Work order:
State how many lines in this listing include the word "Avenue", and nothing else.
•••••
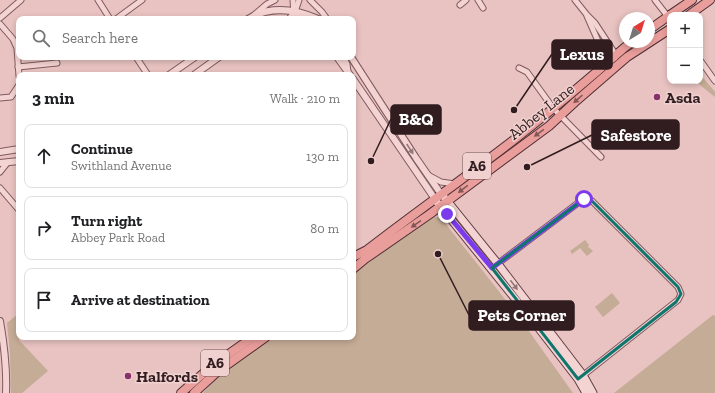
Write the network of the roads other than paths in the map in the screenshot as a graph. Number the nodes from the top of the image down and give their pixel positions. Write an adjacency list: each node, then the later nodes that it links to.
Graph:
1 (21, 0): 29 (street)
2 (98, 0): 20 (street)
3 (142, 0): 21 (street)
4 (274, 0): 22 (street)
5 (293, 0): 16 (street)
6 (299, 0): 16 (street)
7 (310, 0): 27 (street)
8 (466, 0): 14 (street)
9 (478, 0): 15 (street)
10 (575, 0): 19 (street)
11 (655, 0): 28 (street)
12 (692, 0): 17 (main road, Abbey Lane / A6)
13 (710, 0): 18 (main road)
14 (460, 5)
15 (483, 8)
16 (294, 11): 23 (street); 24 (street); 25 (street); 26 (street)
17 (679, 12)
18 (693, 12)
19 (587, 15): 37 (street); 37 (street)
20 (108, 16)
21 (120, 16)
22 (252, 16)
23 (254, 16)
24 (291, 16)
25 (298, 16)
26 (310, 16)
27 (324, 16)
28 (667, 17)
29 (0, 18)
30 (667, 22): 33 (main road, Abbey Lane / A6)
31 (667, 24): 36 (main road, Abbey Lane / A6)
32 (1, 27): 34 (street)
33 (655, 28)
34 (16, 46)
35 (625, 48): 37 (main road, Abbey Lane / A6)
36 (627, 57): 37 (street); 55 (main road, Abbey Lane / A6)
37 (613, 58): 55 (street); 62 (main road, Abbey Lane / A6)
38 (18, 60): 47 (street)
39 (138, 60): 50 (street)
40 (191, 60): 51 (street)
41 (215, 60): 52 (street)
42 (339, 60): 53 (street)
43 (345, 60): 54 (street)
44 (353, 60): 60 (street)
45 (57, 63): 47 (street)
46 (703, 64): 56 (street)
47 (18, 67): 49 (street)
48 (519, 68): 62 (street)
49 (19, 72)
50 (146, 72)
51 (174, 72)
52 (198, 72)
53 (348, 72)
54 (349, 72)
55 (609, 74): 63 (main road, Abbey Lane / A6, one-way to 63)
56 (715, 81)
57 (356, 84): 61 (street)
58 (16, 90): 59 (street)
59 (0, 98)
60 (377, 98): 61 (street); 71 (street, one-way to 71)
61 (368, 103): 74 (street)
62 (553, 108): 63 (street); 72 (main road, Abbey Lane / A6)
63 (560, 117): 66 (street); 75 (main road, Abbey Lane / A6, one-way to 75)
64 (16, 149): 65 (street)
65 (0, 152)
66 (601, 157)
67 (16, 161): 68 (street)
68 (8, 162): 69 (street); 70 (street)
69 (0, 163)
70 (0, 172)
71 (427, 174): 72 (street); 74 (street)
72 (455, 184): 74 (main road, Abbey Lane / A6)
73 (0, 188): 77 (street)
74 (438, 197): 75 (main road); 76 (main road); 78 (main road, A6)
75 (448, 201): 76 (main road, A6); 80 (main road)
76 (441, 206): 79 (main road, A6, one-way to 79); 80 (main road)
77 (16, 207)
78 (356, 256)
79 (356, 266)
80 (495, 266): 83 (main road); 83 (street)
81 (0, 321): 84 (street)
82 (250, 340): 85 (main road, A6); 86 (main road, A6)
83 (580, 377): 87 (main road); 88 (main road)
84 (6, 393)
85 (181, 393)
86 (194, 393)
87 (586, 393)
88 (593, 393)

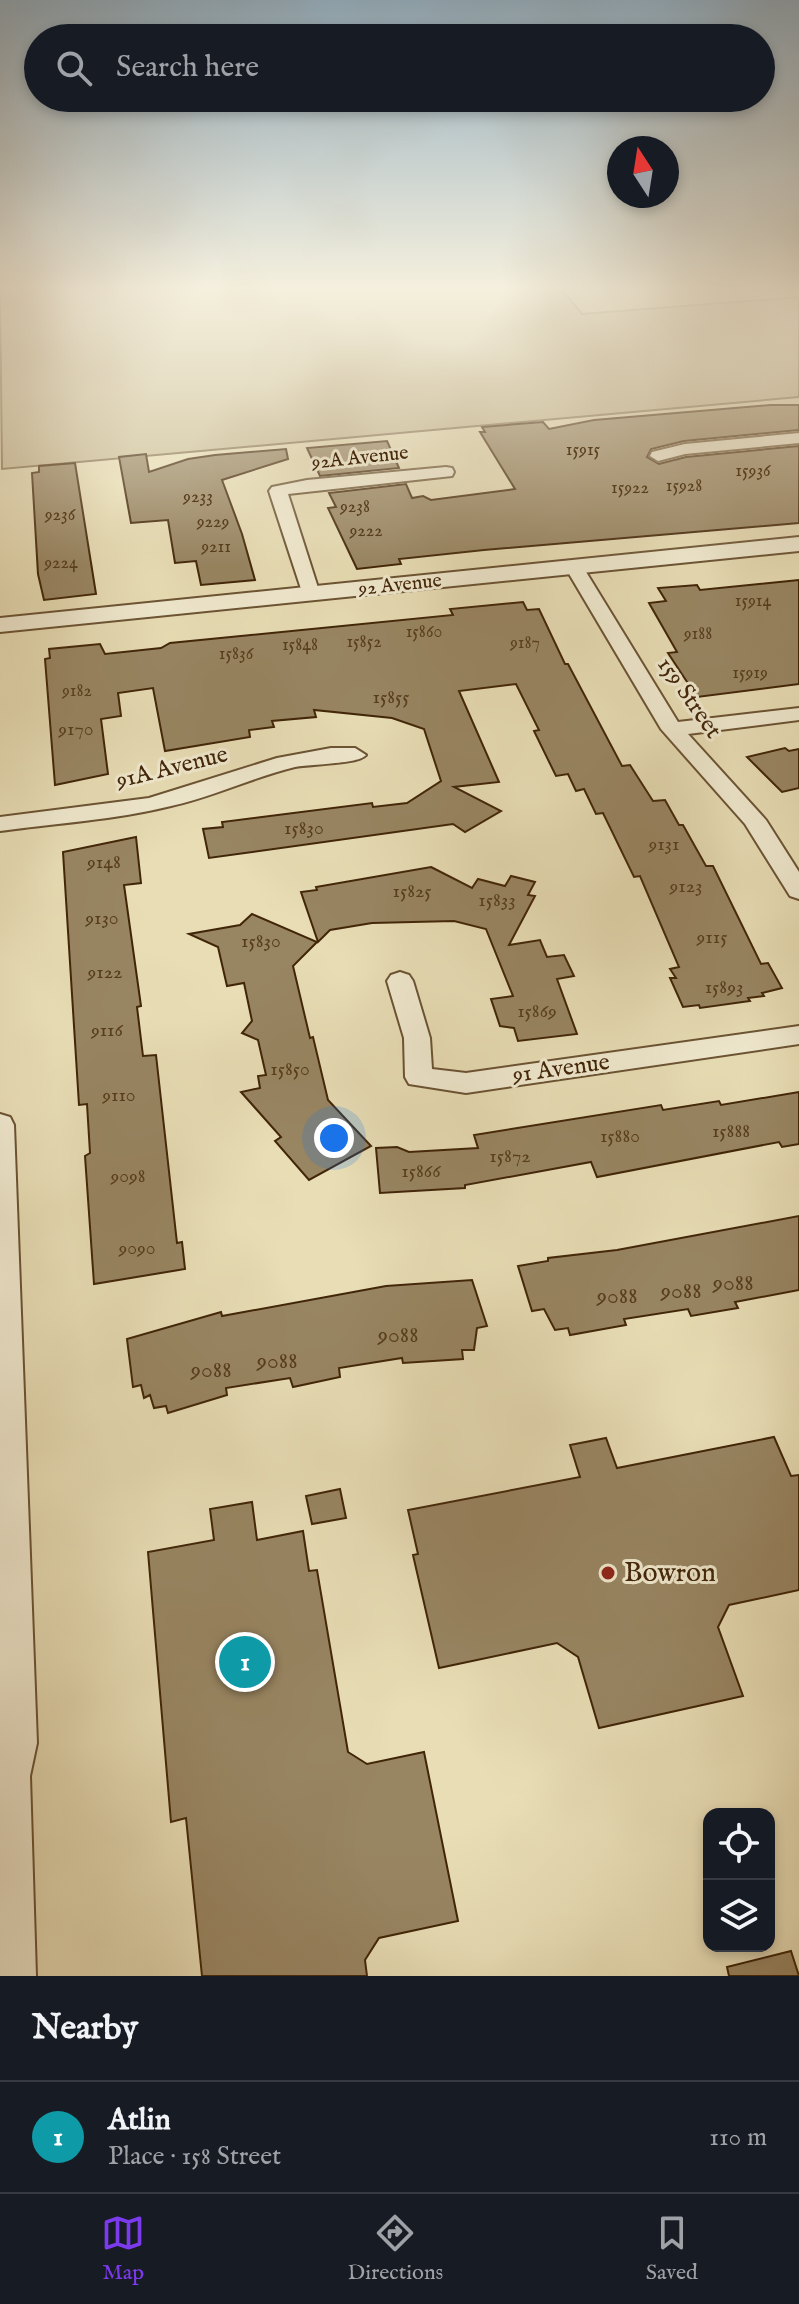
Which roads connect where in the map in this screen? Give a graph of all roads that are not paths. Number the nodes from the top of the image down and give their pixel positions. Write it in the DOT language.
graph roads {
  1 [pos="799,438"];
  2 [pos="658,456"];
  3 [pos="446,472"];
  4 [pos="799,544"];
  5 [pos="574,567"];
  6 [pos="311,594"];
  7 [pos="0,625"];
  8 [pos="799,714"];
  9 [pos="672,729"];
  10 [pos="355,755"];
  11 [pos="0,824"];
  12 [pos="799,891"];
  13 [pos="400,981"];
  14 [pos="799,1035"];
  15 [pos="0,1125"];
  16 [pos="14,1976"];
  1 -- 2 [label="street"];
  3 -- 6 [label="street, 92A Avenue"];
  4 -- 5 [label="street, 92 Avenue"];
  5 -- 6 [label="street, 92 Avenue"];
  5 -- 9 [label="street, 159 Street"];
  6 -- 7 [label="street, 92 Avenue"];
  8 -- 9 [label="street"];
  9 -- 12 [label="street, 159 Street"];
  10 -- 11 [label="street, 91A Avenue"];
  13 -- 14 [label="street, 91 Avenue"];
  15 -- 16 [label="street"];
}
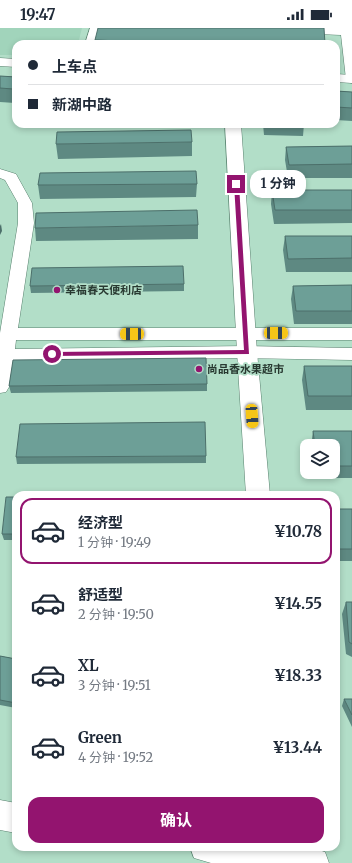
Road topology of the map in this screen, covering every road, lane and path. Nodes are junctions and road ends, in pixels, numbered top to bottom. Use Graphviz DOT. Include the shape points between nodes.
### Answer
graph roads {
  1 [pos="96,28"];
  2 [pos="248,28"];
  3 [pos="348,31"];
  4 [pos="92,40"];
  5 [pos="0,62"];
  6 [pos="12,63"];
  7 [pos="340,78"];
  8 [pos="352,79"];
  9 [pos="232,128"];
  10 [pos="0,173"];
  11 [pos="243,333"];
  12 [pos="8,334"];
  13 [pos="352,334"];
  14 [pos="244,352"];
  15 [pos="352,354"];
  16 [pos="5,355"];
  17 [pos="0,387"];
  18 [pos="254,491"];
  19 [pos="258,491"];
  20 [pos="0,815"];
  21 [pos="12,817"];
  22 [pos="255,851"];
  23 [pos="292,854"];
  1 -- 4 [label="street"];
  2 -- 3 [label="street"];
  3 -- 8 [label="street"];
  5 -- 6 [label="street"];
  7 -- 8 [label="street"];
  9 -- 11 [label="street"];
  10 -- 12 [label="street" via="12,177 25,203 26,223"];
  11 -- 12 [label="street"];
  11 -- 13 [label="street"];
  11 -- 14 [label="street"];
  12 -- 16 [label="street"];
  14 -- 15 [label="street"];
  14 -- 16 [label="street"];
  14 -- 18 [label="street"];
  14 -- 19 [label="street"];
  16 -- 17 [label="street"];
  20 -- 21 [label="street"];
  22 -- 23 [label="street"];
}
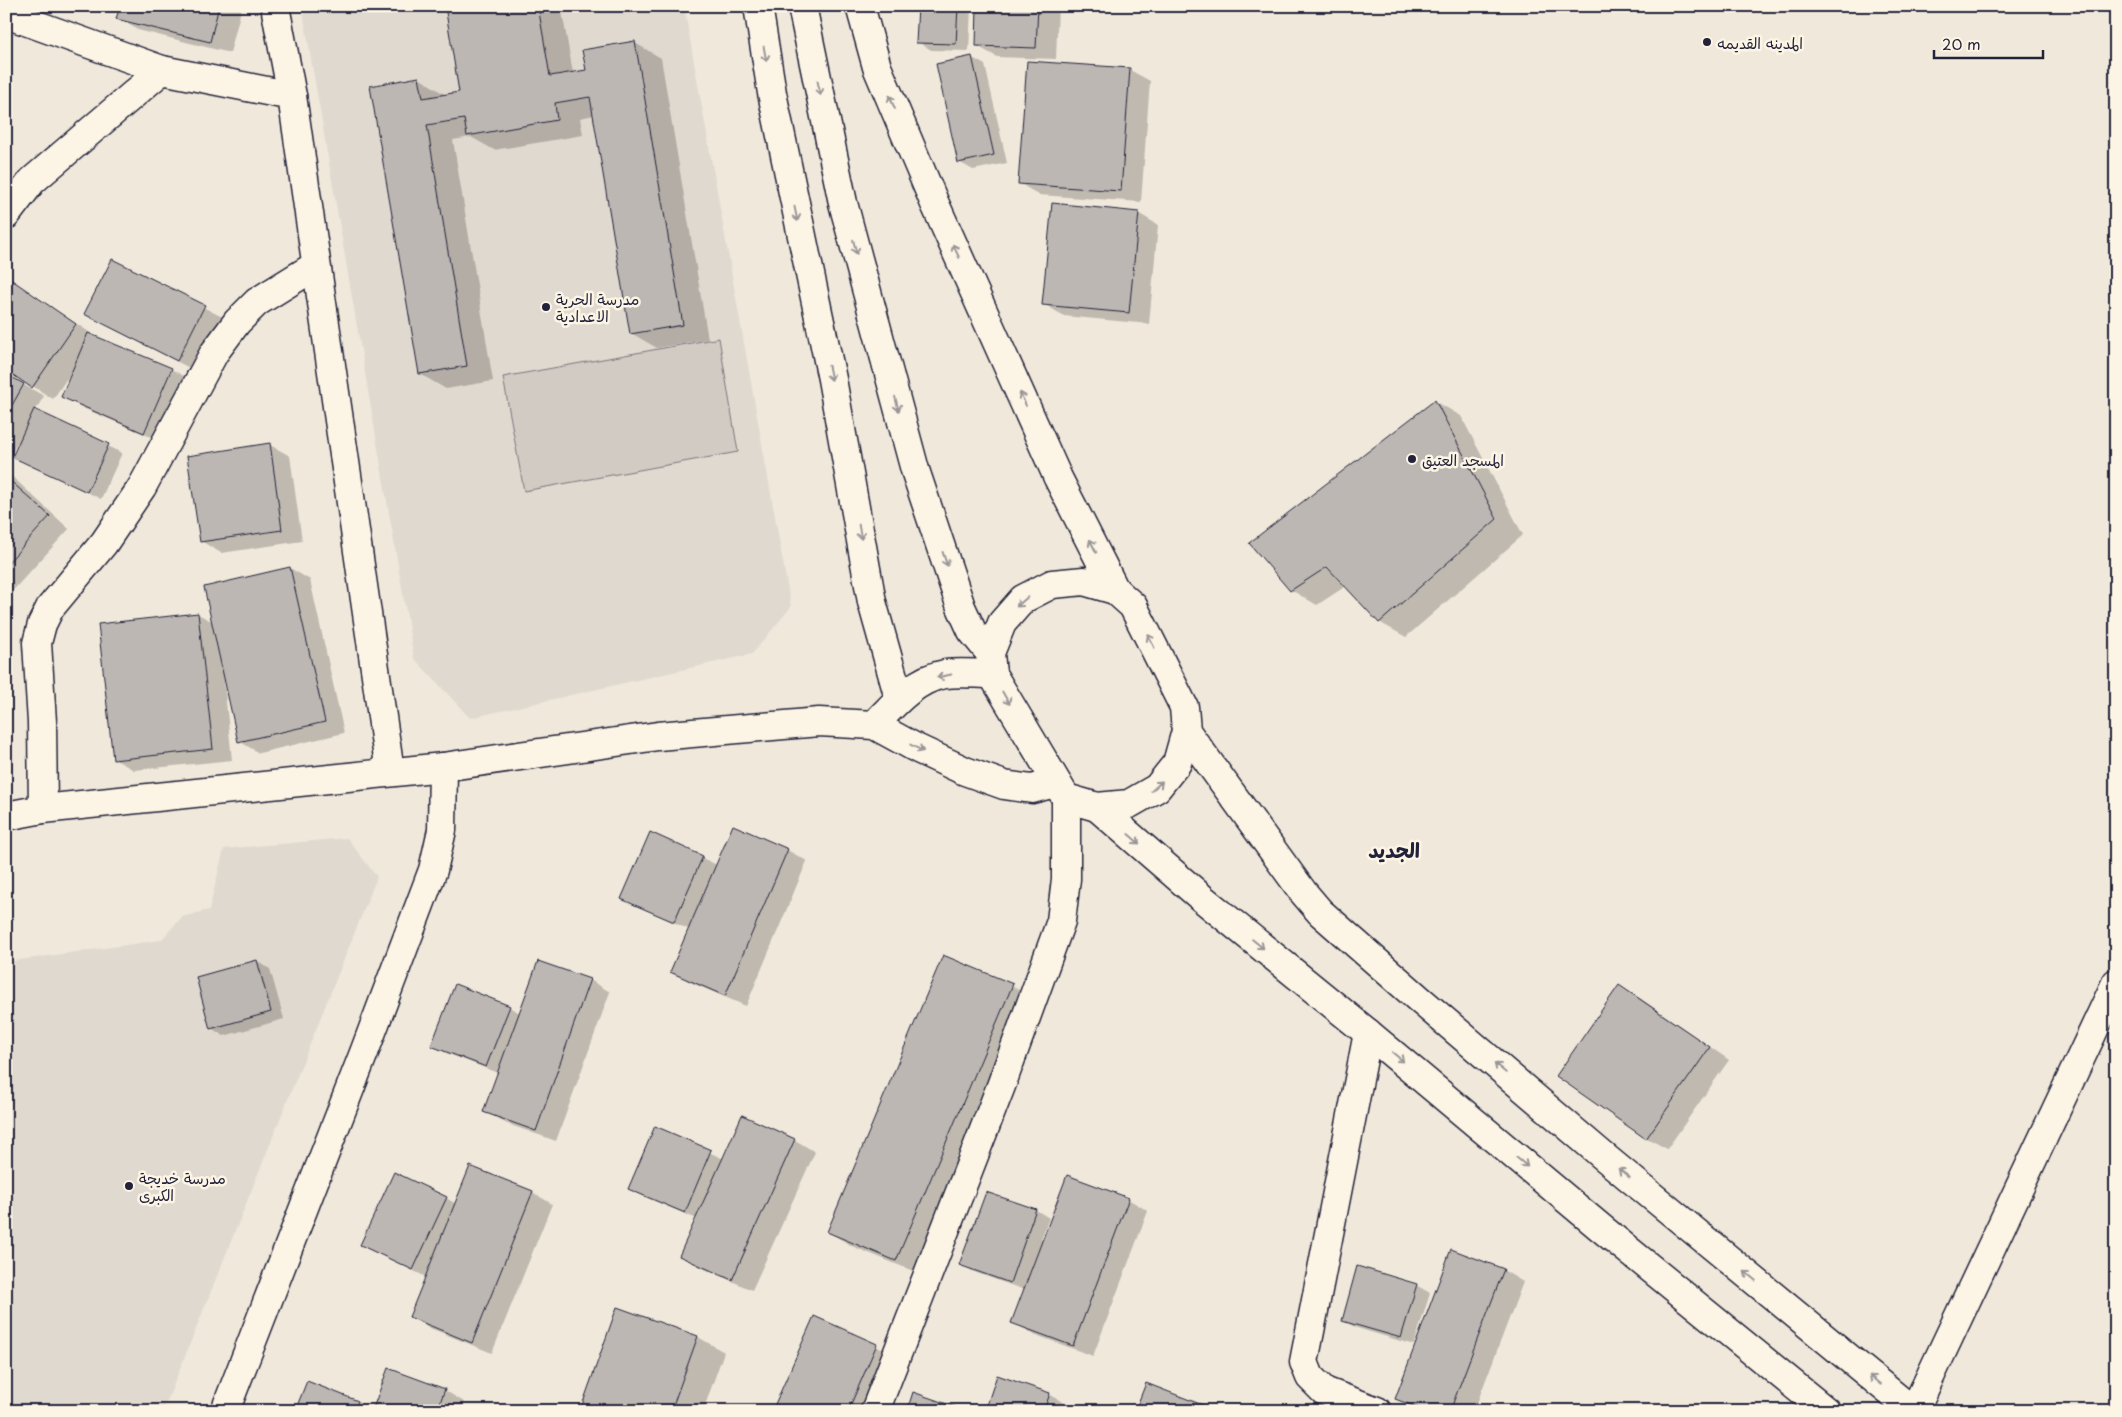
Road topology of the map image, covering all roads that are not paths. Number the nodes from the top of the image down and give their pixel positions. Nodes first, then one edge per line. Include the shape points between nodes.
1 (275, 6) edge
2 (758, 6) edge
3 (802, 6) edge
4 (860, 6) edge
5 (6, 14) edge
6 (162, 70) junction
7 (292, 96) junction
8 (19, 182) edge
9 (6, 215) edge
10 (315, 266) junction
11 (1115, 590) junction
12 (991, 664) junction
13 (899, 698) junction
14 (874, 725) junction
15 (1186, 732) junction
16 (443, 767) junction
17 (390, 772) junction
18 (1060, 790) junction
19 (1097, 807) junction
20 (43, 810) junction
21 (6, 816) edge
22 (2116, 983) edge
23 (1368, 1033) junction
24 (226, 1411) edge
25 (875, 1411) edge
26 (1377, 1411) edge
27 (1826, 1411) edge
28 (1914, 1411) edge

1 - 7 main road
2 -> 13 main road via 772,93 832,379 872,602
3 -> 12 main road via 844,203 914,470 961,607
11 -> 4 main road via 1058,478 934,204 877,67
5 - 6 main road
6 - 7 main road
6 - 8 main road
7 - 10 main road
8 - 9 main road
10 - 17 main road
10 - 20 main road via 257,302 237,322 214,353 142,487 104,543 50,608 42,624 37,643
11 -> 12 main road via 1084,581 1068,582 1052,584 1023,599 1002,623
15 -> 11 main road via 1184,707 1133,606
12 -> 13 main road via 945,674 920,684
12 -> 18 main road
13 - 14 main road
14 - 16 main road via 820,722 658,736
14 -> 18 main road via 958,768 1004,785
19 -> 15 main road via 1129,804 1157,788 1178,763
28 -> 15 main road via 1602,1155 1320,912
16 - 17 main road
16 - 24 main road via 442,830 433,870
17 - 20 main road
18 - 19 main road
18 - 25 main road via 1066,879 1061,921
19 -> 23 main road via 1203,900
20 - 21 main road
22 - 28 main road
23 - 26 main road via 1304,1362 1310,1377 1324,1391
23 -> 27 main road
•••••
Response area:
6